When you are diagnosed with cancer you experience a range of emotions from fear, anxiety, stress, distress in coping, and denial. This is to be expected, however, it is important you seek the support and help that you need. With cancer, it’s not just the body that suffers but the mind and these emotions can last years even decades after you are in remission. Dealing with them in a healthy way is an important step in your recovery. Here are some tips to help you get through this difficult time:

  1. Join a support group. Meeting with people who are going through the same thing you are going through can help you feel less isolated and alone. Sharing your experience is therapeutic and may even bring others comfort without your knowledge.
  2. See a professional. Going to a mental health professional is also a good way to get this emotional rollacoster off your chest. There are mental health providers that specialize in treating patient’s with cancer. These doctors are trained to help you on your road to recovery as you go through this journey.

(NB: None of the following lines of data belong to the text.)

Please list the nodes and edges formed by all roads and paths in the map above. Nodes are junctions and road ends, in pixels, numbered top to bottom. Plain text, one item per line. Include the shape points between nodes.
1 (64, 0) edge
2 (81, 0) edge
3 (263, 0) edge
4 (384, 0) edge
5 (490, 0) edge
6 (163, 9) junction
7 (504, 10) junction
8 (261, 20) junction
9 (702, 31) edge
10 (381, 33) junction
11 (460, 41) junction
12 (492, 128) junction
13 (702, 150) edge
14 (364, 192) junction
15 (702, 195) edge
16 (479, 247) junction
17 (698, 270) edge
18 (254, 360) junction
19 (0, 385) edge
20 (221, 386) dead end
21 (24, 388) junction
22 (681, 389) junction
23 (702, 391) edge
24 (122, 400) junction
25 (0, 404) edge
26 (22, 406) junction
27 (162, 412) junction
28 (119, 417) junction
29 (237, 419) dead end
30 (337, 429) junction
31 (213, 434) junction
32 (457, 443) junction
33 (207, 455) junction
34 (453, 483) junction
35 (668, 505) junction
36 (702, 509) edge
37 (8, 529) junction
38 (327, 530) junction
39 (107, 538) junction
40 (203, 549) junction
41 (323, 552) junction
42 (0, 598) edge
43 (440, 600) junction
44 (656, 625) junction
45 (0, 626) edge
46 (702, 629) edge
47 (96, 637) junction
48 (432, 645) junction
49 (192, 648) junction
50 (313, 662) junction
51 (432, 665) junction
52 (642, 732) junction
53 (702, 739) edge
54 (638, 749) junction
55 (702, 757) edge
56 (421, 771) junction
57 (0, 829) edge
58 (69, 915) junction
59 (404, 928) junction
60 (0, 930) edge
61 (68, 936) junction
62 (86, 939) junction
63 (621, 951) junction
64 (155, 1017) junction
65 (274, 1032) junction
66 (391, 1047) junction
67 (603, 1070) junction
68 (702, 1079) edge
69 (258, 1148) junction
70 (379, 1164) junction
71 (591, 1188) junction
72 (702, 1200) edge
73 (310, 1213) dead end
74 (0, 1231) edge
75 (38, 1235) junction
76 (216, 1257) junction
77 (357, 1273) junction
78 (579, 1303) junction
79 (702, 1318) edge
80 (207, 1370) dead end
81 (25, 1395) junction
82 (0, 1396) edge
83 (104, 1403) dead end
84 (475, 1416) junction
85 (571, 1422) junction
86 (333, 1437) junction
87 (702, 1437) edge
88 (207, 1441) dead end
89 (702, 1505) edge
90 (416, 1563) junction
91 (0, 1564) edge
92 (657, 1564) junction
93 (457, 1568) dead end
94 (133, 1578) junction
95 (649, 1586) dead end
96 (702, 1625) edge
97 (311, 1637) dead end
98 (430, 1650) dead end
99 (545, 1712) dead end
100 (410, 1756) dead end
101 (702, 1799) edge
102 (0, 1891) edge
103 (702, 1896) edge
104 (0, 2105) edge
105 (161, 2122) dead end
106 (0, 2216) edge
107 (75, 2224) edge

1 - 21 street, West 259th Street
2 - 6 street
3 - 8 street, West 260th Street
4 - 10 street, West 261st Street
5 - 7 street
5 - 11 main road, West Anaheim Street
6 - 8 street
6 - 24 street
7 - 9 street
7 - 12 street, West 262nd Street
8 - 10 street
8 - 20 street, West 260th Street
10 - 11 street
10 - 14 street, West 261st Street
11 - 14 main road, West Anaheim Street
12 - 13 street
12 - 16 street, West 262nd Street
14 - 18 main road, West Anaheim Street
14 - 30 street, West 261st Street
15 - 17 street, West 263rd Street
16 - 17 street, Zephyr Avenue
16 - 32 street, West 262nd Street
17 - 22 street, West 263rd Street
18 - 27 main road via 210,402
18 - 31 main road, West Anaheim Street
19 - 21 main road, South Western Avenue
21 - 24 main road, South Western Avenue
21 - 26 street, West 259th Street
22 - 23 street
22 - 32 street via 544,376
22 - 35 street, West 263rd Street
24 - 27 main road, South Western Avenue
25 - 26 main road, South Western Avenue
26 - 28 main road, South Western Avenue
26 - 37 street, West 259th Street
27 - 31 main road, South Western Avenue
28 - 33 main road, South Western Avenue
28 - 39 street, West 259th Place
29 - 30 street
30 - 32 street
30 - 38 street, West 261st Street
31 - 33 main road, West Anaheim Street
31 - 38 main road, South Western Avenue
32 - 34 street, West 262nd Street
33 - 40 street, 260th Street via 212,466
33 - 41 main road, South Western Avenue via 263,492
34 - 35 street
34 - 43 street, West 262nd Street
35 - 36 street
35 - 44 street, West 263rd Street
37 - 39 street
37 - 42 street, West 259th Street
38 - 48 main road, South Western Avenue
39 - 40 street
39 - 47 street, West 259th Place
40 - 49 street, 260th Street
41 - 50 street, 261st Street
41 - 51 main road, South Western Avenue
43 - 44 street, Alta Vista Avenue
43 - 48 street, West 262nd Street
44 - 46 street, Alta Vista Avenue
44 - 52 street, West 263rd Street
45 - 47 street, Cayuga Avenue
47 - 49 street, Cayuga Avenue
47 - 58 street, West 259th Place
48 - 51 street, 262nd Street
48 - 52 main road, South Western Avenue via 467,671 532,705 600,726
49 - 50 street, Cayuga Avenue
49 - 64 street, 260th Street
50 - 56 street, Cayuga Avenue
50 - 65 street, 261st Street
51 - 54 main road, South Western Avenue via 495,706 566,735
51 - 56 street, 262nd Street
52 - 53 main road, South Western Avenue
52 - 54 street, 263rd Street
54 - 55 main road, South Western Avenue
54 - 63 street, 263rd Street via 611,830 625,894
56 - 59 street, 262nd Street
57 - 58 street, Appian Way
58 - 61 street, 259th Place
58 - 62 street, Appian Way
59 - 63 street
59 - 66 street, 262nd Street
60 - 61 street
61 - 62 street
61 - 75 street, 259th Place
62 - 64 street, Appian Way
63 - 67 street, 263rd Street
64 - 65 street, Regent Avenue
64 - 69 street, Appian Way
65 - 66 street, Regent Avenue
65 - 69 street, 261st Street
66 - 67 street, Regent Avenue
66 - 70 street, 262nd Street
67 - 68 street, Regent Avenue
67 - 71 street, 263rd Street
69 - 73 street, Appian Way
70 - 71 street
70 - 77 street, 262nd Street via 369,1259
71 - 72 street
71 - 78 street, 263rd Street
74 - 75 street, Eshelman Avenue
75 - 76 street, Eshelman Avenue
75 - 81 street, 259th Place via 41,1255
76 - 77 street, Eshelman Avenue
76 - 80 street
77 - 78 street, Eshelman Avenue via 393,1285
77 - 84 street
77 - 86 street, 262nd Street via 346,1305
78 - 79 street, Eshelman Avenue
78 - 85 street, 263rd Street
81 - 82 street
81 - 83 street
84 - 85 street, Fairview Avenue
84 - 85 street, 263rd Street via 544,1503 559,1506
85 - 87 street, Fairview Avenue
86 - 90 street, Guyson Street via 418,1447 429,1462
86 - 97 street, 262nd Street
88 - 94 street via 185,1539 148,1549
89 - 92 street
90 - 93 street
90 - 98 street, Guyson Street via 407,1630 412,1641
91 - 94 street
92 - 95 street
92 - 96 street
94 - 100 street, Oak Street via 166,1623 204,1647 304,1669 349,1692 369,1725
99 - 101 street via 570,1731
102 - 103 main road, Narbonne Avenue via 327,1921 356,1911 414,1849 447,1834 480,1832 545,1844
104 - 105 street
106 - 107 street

  3. Ask a social worker if your hospital offers any special programs for cancer patients. We went to Sloan Kettering in NYC that offered a range of offers for my family and I including a sleep away camp for children with cancer, a ski trip to Aspen, and a family vacation to Maine. All paid for by the hospital. These trips were vital for both my family and I as it helped distract us from my illness and gave us a chance to feel “normal” even if it was just for a week.
  4. Low impact exercise (LIE). Only if your able to should you try to do some low impact exercises such as yoga and walking. Speak with your doctor before starting any new exercise. Research suggests that LIE has positive effects on both the body and mind. People who did LIE, compared to those that didn’t, during treatment had a more positive outlook. We all know exercise creates those “feel-good” endorphin’s in the body so why not?
  5. Have a good support system. This is not always an option for some, however, if you have people that want to be there for you….let them. I found it very hard, and still do, to reach out to people or except their support, but I’m glad I did. They got me through some of the worst days of my life and I do not know if I would have recovered without them.